Instructions to follow: For the word "tunnel", tally the lines of the data that contain it and give the tally alone.

Extracted material:
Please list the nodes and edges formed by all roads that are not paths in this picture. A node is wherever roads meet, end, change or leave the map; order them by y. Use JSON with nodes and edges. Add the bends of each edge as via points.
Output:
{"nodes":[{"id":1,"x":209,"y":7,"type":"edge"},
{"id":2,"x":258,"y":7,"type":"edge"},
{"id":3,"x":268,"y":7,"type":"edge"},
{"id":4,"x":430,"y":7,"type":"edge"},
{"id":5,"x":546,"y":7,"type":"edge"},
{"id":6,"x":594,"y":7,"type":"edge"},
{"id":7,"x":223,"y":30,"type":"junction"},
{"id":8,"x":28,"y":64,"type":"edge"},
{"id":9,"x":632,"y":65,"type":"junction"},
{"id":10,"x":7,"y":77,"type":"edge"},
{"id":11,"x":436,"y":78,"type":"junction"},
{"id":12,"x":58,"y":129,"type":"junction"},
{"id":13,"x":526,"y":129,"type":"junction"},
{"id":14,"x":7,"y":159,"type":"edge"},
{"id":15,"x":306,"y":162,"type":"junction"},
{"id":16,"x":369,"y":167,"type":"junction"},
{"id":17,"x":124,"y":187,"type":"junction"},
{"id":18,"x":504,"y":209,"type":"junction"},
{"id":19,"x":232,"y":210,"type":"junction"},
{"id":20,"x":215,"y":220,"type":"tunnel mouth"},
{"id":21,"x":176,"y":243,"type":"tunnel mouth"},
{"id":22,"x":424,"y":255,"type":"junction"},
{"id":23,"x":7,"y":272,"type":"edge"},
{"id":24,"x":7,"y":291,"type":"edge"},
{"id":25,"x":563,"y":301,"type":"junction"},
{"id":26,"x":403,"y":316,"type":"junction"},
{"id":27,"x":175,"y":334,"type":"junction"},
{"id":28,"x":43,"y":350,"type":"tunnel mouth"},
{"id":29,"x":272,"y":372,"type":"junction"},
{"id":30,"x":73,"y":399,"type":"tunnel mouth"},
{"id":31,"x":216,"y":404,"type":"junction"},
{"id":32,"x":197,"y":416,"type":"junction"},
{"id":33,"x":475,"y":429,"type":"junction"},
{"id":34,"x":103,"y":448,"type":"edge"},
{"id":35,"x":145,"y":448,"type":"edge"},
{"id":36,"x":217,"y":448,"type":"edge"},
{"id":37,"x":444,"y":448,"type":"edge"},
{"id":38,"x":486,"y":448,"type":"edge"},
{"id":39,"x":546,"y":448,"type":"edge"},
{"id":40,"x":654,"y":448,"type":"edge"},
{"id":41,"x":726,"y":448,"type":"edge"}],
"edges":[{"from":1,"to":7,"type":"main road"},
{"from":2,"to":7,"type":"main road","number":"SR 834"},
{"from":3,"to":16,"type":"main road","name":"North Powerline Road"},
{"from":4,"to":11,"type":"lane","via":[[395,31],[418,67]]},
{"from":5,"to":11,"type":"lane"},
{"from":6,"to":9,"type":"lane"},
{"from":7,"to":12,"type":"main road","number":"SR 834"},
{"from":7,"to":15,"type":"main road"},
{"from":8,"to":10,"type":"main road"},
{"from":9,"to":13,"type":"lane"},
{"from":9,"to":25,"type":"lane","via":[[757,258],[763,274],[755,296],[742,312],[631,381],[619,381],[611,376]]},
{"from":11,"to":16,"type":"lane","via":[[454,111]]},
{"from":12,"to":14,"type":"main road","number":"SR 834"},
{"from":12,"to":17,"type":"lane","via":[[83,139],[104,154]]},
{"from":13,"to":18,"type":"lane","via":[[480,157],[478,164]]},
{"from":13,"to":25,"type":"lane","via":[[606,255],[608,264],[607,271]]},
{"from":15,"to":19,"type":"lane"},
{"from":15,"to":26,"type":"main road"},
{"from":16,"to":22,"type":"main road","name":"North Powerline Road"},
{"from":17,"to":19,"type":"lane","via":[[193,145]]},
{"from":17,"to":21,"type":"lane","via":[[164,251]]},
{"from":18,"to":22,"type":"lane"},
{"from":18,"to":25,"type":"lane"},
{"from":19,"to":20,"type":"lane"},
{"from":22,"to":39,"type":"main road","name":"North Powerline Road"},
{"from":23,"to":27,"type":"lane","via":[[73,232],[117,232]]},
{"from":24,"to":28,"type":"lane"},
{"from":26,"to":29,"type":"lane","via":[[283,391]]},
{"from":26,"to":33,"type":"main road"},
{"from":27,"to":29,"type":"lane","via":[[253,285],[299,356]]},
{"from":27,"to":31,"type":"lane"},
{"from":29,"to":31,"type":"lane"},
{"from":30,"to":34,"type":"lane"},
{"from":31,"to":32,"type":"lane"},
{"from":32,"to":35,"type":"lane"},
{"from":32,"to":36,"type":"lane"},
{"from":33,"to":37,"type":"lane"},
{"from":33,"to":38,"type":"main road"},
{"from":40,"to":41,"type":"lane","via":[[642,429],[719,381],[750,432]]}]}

Completed task: 4